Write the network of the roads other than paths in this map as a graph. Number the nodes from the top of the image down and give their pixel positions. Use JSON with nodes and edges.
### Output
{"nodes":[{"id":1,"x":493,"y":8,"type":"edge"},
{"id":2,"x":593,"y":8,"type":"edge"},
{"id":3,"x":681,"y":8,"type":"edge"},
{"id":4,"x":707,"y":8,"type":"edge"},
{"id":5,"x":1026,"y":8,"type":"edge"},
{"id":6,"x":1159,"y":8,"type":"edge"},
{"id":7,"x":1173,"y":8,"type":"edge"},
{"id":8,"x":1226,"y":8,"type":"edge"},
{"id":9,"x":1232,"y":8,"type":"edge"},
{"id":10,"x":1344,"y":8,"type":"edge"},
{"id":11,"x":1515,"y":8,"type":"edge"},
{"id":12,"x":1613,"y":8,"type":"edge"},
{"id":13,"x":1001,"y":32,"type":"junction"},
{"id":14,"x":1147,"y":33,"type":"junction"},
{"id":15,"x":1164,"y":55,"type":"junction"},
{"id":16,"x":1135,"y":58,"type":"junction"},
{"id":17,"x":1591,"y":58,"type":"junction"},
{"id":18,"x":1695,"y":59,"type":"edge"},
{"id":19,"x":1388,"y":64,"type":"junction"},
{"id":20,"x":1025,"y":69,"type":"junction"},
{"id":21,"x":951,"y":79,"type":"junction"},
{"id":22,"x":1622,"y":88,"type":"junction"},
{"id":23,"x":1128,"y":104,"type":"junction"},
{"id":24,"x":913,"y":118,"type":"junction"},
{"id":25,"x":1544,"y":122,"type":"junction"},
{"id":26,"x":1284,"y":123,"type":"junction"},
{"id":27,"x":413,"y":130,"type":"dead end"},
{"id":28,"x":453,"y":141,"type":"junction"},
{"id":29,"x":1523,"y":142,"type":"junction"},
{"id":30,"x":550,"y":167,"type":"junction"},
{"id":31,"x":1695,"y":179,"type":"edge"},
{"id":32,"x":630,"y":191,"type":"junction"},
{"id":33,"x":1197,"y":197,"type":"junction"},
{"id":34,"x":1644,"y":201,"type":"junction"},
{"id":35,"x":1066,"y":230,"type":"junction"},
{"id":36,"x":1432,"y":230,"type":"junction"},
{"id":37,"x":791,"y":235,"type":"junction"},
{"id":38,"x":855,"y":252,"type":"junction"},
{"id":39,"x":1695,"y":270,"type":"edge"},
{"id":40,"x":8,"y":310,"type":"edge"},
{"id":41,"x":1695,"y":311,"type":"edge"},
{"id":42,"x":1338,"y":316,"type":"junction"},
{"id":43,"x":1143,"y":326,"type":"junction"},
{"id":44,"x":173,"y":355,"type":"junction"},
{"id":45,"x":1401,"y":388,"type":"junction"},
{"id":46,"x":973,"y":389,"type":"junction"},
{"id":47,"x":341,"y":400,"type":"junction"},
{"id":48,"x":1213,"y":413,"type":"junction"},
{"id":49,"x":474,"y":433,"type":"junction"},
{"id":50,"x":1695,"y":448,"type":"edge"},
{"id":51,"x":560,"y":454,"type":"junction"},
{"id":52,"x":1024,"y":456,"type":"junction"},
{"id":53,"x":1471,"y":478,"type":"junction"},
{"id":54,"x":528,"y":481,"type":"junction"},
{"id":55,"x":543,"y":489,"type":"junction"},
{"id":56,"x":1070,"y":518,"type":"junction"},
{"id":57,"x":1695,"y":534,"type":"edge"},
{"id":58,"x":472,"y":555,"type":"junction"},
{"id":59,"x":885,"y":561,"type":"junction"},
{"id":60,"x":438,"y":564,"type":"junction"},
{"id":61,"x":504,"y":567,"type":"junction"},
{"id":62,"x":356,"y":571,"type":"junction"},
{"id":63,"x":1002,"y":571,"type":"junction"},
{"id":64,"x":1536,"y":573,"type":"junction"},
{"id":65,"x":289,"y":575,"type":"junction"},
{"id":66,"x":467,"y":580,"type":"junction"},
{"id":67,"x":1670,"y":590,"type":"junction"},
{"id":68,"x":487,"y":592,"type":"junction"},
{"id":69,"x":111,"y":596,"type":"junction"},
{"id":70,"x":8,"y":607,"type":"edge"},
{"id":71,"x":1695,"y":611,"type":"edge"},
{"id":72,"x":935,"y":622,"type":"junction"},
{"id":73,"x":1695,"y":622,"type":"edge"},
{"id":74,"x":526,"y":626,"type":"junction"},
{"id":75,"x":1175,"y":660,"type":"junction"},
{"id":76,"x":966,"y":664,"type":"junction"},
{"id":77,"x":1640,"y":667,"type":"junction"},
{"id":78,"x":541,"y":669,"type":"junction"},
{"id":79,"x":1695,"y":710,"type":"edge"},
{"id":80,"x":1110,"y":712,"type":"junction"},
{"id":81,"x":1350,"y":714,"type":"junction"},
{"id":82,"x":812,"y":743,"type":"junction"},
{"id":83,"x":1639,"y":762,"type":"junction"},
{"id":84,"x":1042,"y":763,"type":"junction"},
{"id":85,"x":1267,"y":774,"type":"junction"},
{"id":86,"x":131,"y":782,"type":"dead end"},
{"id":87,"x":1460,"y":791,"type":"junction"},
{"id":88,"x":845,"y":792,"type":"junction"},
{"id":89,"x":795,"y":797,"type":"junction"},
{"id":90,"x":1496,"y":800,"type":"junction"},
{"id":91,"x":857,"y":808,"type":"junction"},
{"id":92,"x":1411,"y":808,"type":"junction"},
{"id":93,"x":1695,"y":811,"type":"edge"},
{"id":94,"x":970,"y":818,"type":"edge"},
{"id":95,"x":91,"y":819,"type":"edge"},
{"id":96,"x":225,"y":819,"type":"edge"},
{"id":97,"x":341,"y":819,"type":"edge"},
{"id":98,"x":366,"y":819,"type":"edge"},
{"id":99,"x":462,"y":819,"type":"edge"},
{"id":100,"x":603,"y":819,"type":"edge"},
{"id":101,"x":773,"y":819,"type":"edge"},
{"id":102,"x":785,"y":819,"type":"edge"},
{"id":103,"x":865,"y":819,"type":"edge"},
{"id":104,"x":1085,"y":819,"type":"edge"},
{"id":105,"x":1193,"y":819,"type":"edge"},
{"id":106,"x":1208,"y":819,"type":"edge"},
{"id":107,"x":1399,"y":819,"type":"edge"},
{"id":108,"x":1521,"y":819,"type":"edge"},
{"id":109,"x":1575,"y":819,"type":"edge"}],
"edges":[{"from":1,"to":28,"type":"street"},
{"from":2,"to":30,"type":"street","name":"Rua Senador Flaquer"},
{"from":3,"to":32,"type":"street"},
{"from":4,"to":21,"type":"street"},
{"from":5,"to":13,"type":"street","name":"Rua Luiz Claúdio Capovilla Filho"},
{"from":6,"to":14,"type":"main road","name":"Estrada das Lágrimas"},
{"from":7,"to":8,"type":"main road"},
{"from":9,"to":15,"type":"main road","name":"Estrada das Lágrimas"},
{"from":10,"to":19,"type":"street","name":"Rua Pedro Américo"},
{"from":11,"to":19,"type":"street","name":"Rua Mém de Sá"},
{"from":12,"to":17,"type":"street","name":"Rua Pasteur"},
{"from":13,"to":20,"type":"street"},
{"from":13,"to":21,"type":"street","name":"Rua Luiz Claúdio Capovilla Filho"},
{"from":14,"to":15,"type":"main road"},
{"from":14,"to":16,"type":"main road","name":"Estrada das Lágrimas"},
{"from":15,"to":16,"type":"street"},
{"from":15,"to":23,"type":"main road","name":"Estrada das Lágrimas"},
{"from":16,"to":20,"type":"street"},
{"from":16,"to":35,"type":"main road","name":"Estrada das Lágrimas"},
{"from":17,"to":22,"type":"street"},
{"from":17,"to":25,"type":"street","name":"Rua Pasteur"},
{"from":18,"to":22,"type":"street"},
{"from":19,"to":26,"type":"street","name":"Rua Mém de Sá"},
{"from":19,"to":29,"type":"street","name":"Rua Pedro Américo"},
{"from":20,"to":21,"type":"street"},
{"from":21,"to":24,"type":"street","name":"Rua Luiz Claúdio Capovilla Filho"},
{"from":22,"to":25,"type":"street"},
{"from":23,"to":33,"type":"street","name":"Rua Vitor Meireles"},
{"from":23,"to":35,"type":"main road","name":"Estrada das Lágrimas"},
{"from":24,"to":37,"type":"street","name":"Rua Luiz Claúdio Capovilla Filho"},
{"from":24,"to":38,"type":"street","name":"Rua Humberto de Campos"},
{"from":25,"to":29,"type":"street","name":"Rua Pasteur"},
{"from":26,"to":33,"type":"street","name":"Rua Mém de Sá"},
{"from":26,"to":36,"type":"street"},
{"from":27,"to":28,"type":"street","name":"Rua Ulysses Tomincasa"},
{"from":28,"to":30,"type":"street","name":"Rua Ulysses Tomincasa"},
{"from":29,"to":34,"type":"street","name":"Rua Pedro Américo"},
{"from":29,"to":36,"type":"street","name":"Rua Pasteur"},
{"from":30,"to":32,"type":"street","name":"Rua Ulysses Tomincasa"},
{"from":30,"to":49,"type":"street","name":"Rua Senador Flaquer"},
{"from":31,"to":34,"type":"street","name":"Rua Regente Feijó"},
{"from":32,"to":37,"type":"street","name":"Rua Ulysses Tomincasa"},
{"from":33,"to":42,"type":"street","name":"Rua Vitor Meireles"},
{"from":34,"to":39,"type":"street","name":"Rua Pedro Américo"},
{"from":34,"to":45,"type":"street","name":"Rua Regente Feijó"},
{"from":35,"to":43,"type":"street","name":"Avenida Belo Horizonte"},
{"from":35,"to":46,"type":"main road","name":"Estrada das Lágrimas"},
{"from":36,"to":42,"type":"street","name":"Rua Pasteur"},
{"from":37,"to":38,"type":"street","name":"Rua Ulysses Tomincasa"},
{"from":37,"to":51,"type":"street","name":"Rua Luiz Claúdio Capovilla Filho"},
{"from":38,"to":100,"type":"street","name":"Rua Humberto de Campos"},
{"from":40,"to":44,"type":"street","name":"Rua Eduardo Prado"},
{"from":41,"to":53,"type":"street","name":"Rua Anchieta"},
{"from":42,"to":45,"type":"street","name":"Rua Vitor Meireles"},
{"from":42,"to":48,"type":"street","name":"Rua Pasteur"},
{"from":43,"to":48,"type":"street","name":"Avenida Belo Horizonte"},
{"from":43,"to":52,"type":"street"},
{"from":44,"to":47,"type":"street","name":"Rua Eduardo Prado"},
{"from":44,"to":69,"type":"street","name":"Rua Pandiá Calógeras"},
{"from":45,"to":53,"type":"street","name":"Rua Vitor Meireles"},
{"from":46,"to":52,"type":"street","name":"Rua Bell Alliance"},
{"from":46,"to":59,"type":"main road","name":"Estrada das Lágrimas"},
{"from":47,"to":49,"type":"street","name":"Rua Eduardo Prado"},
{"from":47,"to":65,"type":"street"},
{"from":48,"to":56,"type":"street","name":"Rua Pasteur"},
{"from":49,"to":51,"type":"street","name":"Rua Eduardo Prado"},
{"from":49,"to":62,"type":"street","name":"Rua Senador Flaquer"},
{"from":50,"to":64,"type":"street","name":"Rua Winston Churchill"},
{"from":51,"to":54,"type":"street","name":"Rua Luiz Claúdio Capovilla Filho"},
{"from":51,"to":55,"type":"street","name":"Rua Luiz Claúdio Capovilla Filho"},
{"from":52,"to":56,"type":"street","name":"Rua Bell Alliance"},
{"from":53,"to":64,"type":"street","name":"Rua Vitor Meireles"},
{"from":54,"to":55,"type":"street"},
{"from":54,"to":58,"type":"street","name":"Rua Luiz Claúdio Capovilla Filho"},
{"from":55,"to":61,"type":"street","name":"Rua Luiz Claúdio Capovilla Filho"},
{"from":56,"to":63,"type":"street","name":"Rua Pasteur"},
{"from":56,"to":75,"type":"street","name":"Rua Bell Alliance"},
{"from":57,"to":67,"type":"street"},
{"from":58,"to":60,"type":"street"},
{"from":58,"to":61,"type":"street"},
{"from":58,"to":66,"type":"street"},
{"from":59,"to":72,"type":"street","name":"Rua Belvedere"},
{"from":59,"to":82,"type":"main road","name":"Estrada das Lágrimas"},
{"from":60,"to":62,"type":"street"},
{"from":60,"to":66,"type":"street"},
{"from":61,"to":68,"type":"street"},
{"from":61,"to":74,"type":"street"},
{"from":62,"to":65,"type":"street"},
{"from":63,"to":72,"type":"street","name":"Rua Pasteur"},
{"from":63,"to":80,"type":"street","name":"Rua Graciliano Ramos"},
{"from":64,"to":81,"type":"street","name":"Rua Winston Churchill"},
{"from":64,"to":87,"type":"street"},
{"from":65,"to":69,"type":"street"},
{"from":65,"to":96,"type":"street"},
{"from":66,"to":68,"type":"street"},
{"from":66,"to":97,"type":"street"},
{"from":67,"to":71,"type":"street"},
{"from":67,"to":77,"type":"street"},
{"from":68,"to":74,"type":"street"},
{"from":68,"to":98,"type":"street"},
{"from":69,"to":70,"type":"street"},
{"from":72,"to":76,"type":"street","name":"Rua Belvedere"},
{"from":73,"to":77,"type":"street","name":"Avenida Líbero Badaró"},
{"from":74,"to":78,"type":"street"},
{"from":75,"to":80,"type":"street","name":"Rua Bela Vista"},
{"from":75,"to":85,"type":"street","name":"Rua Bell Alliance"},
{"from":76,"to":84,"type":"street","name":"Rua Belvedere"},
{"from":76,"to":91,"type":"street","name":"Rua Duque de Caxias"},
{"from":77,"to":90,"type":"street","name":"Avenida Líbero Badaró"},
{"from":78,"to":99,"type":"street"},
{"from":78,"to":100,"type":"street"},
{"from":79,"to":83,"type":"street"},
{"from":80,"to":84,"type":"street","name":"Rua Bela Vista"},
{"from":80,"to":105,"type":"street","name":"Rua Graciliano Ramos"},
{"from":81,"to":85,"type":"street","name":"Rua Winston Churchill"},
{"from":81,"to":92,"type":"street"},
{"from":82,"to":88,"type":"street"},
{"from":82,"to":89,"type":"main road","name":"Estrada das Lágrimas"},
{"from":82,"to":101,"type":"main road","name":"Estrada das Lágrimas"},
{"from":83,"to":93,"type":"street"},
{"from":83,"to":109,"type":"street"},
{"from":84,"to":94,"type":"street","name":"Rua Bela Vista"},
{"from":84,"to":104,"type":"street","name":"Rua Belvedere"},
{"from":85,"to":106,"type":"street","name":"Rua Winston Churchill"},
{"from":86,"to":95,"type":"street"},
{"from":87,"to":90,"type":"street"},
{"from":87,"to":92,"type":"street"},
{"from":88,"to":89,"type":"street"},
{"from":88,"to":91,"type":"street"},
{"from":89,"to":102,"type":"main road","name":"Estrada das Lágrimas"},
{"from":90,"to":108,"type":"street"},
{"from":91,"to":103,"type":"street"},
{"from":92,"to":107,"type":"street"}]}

- - - -

*Task item*: In the data above, find each line where the string "Vista" appears, then copy it.

*Task solution*:
{"from":75,"to":80,"type":"street","name":"Rua Bela Vista"},
{"from":80,"to":84,"type":"street","name":"Rua Bela Vista"},
{"from":84,"to":94,"type":"street","name":"Rua Bela Vista"},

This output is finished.